Etes-vous globalement satisfait du déroulement de la réforme du Portefeuille de l’Etat ?
C’est une question importante que d’aucuns se posent. Elle révèle l’utilité réelle du secteur du Portefeuille sur le plan du développement socioéconomique de notre pays, utilité que ses fondateurs lui ont assignée depuis des temps immémoriaux. Elle démontre également l’attitude de nos compatriotes astreints à des résultats dans l’immédiat. Pourtant, au regard de la dégradation que le secteur a connue, le processus de la réforme et de la restructuration des entreprises qu’elle sous-tend doit s’inscrire dans la durée.

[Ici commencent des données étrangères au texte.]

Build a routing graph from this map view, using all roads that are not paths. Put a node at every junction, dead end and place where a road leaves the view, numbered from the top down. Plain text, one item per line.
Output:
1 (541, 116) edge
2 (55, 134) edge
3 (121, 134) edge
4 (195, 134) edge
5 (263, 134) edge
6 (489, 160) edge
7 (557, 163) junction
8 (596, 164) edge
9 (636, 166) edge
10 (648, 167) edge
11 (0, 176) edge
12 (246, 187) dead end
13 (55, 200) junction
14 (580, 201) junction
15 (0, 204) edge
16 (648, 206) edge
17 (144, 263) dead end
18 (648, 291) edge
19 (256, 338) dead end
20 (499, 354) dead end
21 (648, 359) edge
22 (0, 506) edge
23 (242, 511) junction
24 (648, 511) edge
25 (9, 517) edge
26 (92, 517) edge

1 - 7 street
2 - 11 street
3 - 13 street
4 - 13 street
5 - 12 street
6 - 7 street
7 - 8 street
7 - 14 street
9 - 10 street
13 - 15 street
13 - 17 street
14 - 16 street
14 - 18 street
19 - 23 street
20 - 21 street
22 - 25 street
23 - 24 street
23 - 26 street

Le processus nécessite strictement des investissements dont les résultats ne peuvent, par essence, survenir dans l’immédiat.
L’on peut dire, sans crainte d’être contredit, que les fondamentaux de la réforme sont en place. De ce point de vue, l’on peut affirmer que le Portefeuille de l’Etat, jadis non défini dans sa consistance, l’est aujourd’hui. L’on a dissocié les véritables entreprises du portefeuille des autres organismes assimilés et des autres services de l’administration publique qui étaient entremêlés. La gestion de l’entreprise du Portefeuille est laissée à l’initiative des gestionnaires qui doivent répondre des résultats réalisés, n’en déplaise à certains esprits qui ne supportent pas se départir du pouvoir de tutelle. La désignation des gestionnaires des sociétés commerciales est devenue une prérogative de l’Assemblée Générale des actionnaires, sans préjudice des dispositions légales ad hoc, elles-mêmes tirant leur substance de la Constitution.

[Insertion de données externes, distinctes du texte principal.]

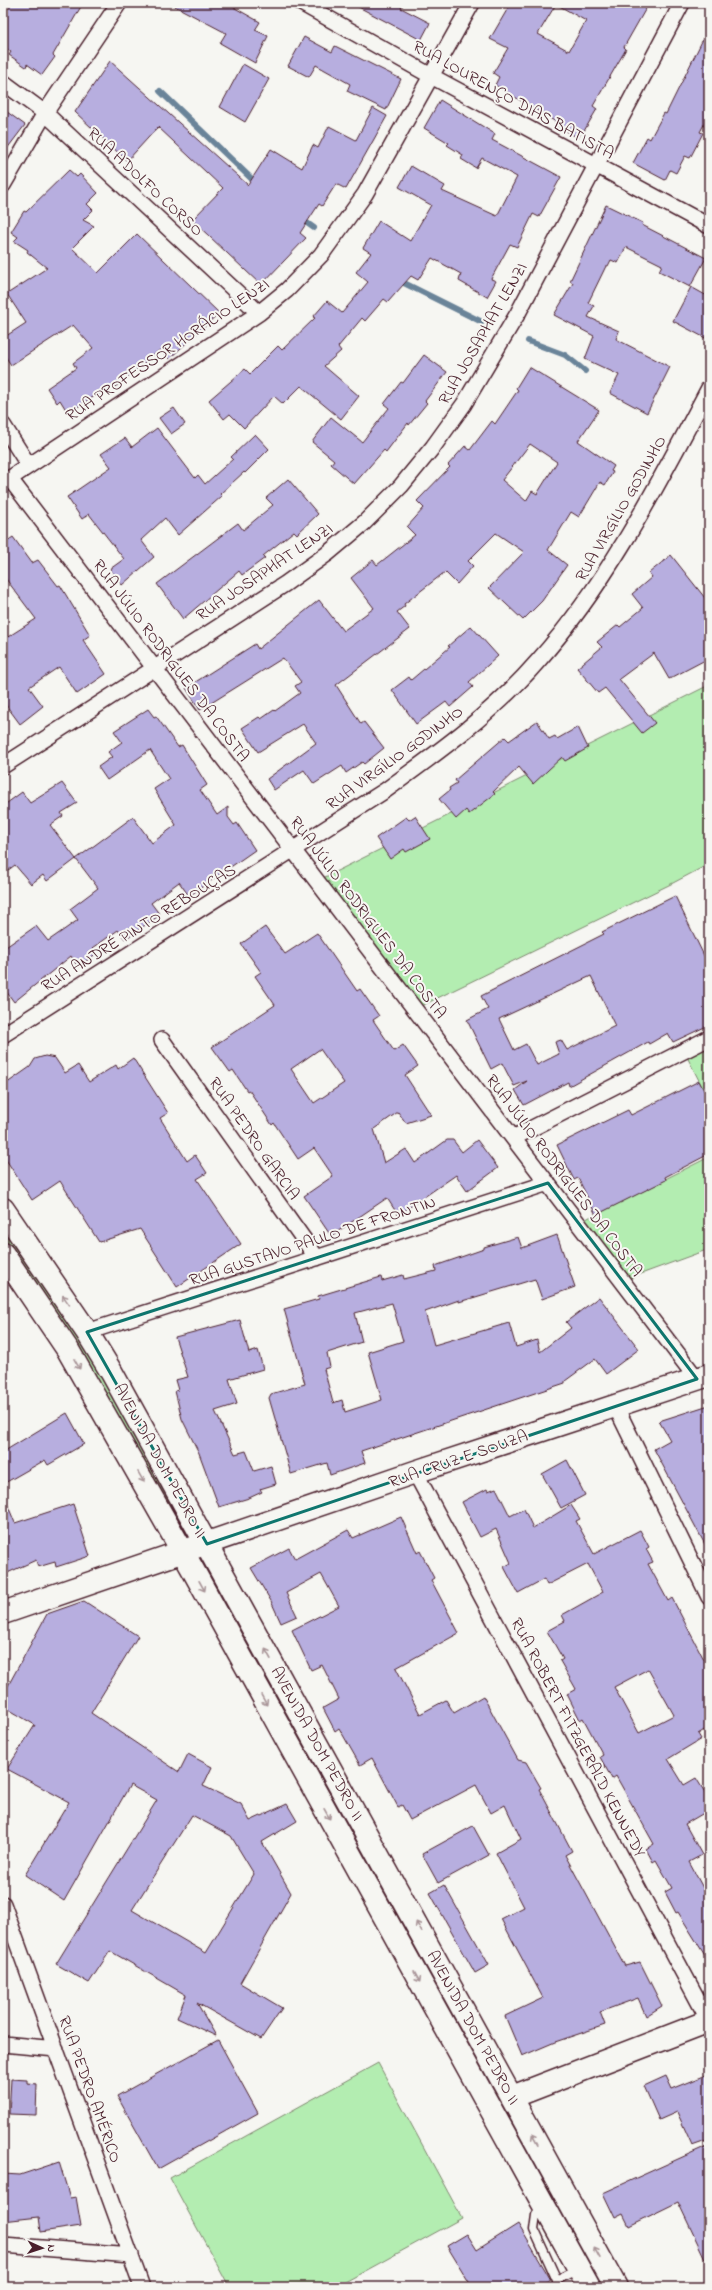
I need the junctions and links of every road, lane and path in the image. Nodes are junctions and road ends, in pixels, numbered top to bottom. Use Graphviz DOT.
graph roads {
  1 [pos="119,3"];
  2 [pos="301,3"];
  3 [pos="472,3"];
  4 [pos="682,3"];
  5 [pos="432,77"];
  6 [pos="3,82"];
  7 [pos="45,113"];
  8 [pos="596,165"];
  9 [pos="3,185"];
  10 [pos="709,226"];
  11 [pos="259,313"];
  12 [pos="709,388"];
  13 [pos="3,425"];
  14 [pos="29,466"];
  15 [pos="6,481"];
  16 [pos="154,667"];
  17 [pos="3,766"];
  18 [pos="294,850"];
  19 [pos="3,1036"];
  20 [pos="709,1038"];
  21 [pos="162,1040"];
  22 [pos="513,1138"];
  23 [pos="548,1183"];
  24 [pos="3,1209"];
  25 [pos="3,1254"];
  26 [pos="317,1258"];
  27 [pos="88,1332"];
  28 [pos="703,1377"];
  29 [pos="615,1405"];
  30 [pos="415,1472"];
  31 [pos="208,1544"];
  32 [pos="183,1552"];
  33 [pos="709,1597"];
  34 [pos="3,1613"];
  35 [pos="3,1904"];
  36 [pos="709,2021"];
  37 [pos="3,2044"];
  38 [pos="56,2049"];
  39 [pos="512,2097"];
  40 [pos="544,2206"];
  41 [pos="3,2245"];
  42 [pos="131,2255"];
  43 [pos="584,2278"];
  44 [pos="557,2283"];
  45 [pos="142,2287"];
  46 [pos="616,2287"];
  1 -- 7 [label="street"];
  2 -- 5 [label="street, RUA LOURENÇO DIAS BATISTA"];
  3 -- 5 [label="street, RUA PROFESSOR HORÁCIO LENZI"];
  4 -- 8 [label="street, RUA JOSAPHAT LENZI"];
  5 -- 8 [label="street, RUA LOURENÇO DIAS BATISTA"];
  5 -- 11 [label="street, RUA PROFESSOR HORÁCIO LENZI"];
  6 -- 7 [label="street, RUA ADOLFO CORSO"];
  7 -- 9 [label="street"];
  7 -- 11 [label="street, RUA ADOLFO CORSO"];
  8 -- 10 [label="street, RUA LOURENÇO DIAS BATISTA"];
  8 -- 16 [label="street, RUA JOSAPHAT LENZI"];
  11 -- 14 [label="street, RUA PROFESSOR HORÁCIO LENZI"];
  12 -- 18 [label="street, RUA VIRGÍLIO GODINHO"];
  13 -- 14 [label="street"];
  14 -- 15 [label="street, RUA PROFESSOR HORÁCIO LENZI"];
  15 -- 16 [label="street, RUA JÚLIO RODRIGUES DA COSTA"];
  16 -- 17 [label="street, RUA JOSAPHAT LENZI"];
  16 -- 18 [label="street, RUA JÚLIO RODRIGUES DA COSTA"];
  18 -- 19 [label="street, RUA ANDRÉ PINTO REBOUÇAS"];
  18 -- 22 [label="street, RUA JÚLIO RODRIGUES DA COSTA"];
  20 -- 22 [label="street"];
  21 -- 26 [label="street, RUA PEDRO GARCIA"];
  22 -- 23 [label="street, RUA JÚLIO RODRIGUES DA COSTA"];
  23 -- 26 [label="street, RUA GUSTAVO PAULO DE FRONTIN"];
  23 -- 28 [label="street, RUA JÚLIO RODRIGUES DA COSTA"];
  27 -- 24 [label="main road, AVENIDA DOM PEDRO II, one-way"];
  25 -- 32 [label="main road, AVENIDA DOM PEDRO II, one-way"];
  26 -- 27 [label="street, RUA GUSTAVO PAULO DE FRONTIN"];
  27 -- 31 [label="main road, AVENIDA DOM PEDRO II"];
  28 -- 29 [label="main road, RUA CRUZ E SOUZA"];
  29 -- 30 [label="main road, RUA CRUZ E SOUZA"];
  29 -- 33 [label="street"];
  30 -- 31 [label="main road, RUA CRUZ E SOUZA"];
  30 -- 36 [label="street, RUA ROBERT FITZGERALD KENNEDY"];
  31 -- 32 [label="main road, RUA CRUZ E SOUZA"];
  39 -- 31 [label="main road, AVENIDA DOM PEDRO II, one-way"];
  32 -- 34 [label="main road, RUA CRUZ E SOUZA"];
  32 -- 40 [label="main road, AVENIDA DOM PEDRO II, one-way"];
  35 -- 38 [label="street, RUA PEDRO AMÉRICO"];
  36 -- 39 [label="main road"];
  37 -- 38 [label="street"];
  38 -- 42 [label="street, RUA PEDRO AMÉRICO"];
  46 -- 39 [label="main road, AVENIDA DOM PEDRO II, one-way"];
  40 -- 43 [label="main road, AVENIDA DOM PEDRO II"];
  40 -- 44 [label="lane"];
  41 -- 42 [label="street"];
  42 -- 45 [label="street, RUA PEDRO AMÉRICO"];
  43 -- 44 [label="lane"];
}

Le patrimoine de l’Etat actionnaire a été nettement dissocié de celui des sociétés commerciales du Portefeuille, ce qui épargne celles-ci des saisis de leurs biens patrimoniaux par les créanciers de l’Etat. Pour ne citer que ces aspects.

Il semble y avoir encore d’autres aspects à clarifier ?
Il faut tout de même reconnaître que certaines tâches de la restructuration découlant de la réforme demeurent encore en souffrance. C’est le cas de la fixation du capital qui constitue un des aspects essentiels de la transformation économique des entreprises. En effet, il a été envisagé de fixer le capital social provisoire des entreprises transformées en sociétés commerciales. Cette approche est insensée dans la mesure où le capital social est l’élément essentiel d’établissement de l’affectio societatis, condition sine qua non de la validité du contrat de société. Il est également inconvenant de considérer que le capital social doit découler de la réalité du patrimoine actuel de chaque entreprise. C’est d’autant vrai que nombre d’entreprises ont une situation nette insignifiante, voire négative. Le patrimoine actuel ne peut servir de base exclusive de fixation du capital social.

Y’a-t-il une explication…
La fixation du capital social doit reposer sur une approche prospective. L’on doit réaliser cette tâche sur base de ce que l’on désire entreprendre et, partant, les résultats envisagés d’obtenir. C’est pour cette raison que l’instruction donnée à toutes les sociétés commerciales du Portefeuille par Son Excellence Madame la Ministre du Portefeuille d’élaborer leurs plans d’affaires, " business plan ", vaut son pesant d’or. Cet instrument doit permettre de déterminer les objectifs à atteindre et, ainsi, fixer les ressources à mobiliser à court, moyen et long terme quant à ce. C’est à partir de cette indication qu’il est valable de déterminer le capital social qui, soit dit en passant, est un acte volontariste de l’actionnaire.

Avez-vous le mot de la fin ?
J’invite les sceptiques à se convaincre de la nécessité indéniable de la réforme du Portefeuille de l’Etat. Les résultats de cette réforme sont, certes, nécessaires mais s’inscrivent dans la durée, d’autant plus qu’ils requièrent des restructurations à mener au cas par cas, nécessitant des investissements dont la mobilisation des ressources de financement est une autre gageure qui exige généralement du temps pour convaincre les bailleurs de fonds. C’est ici qu’apparait la stricte nécessité de rendre les différentes sociétés attrayantes et c’est aussi un travail de longue haleine.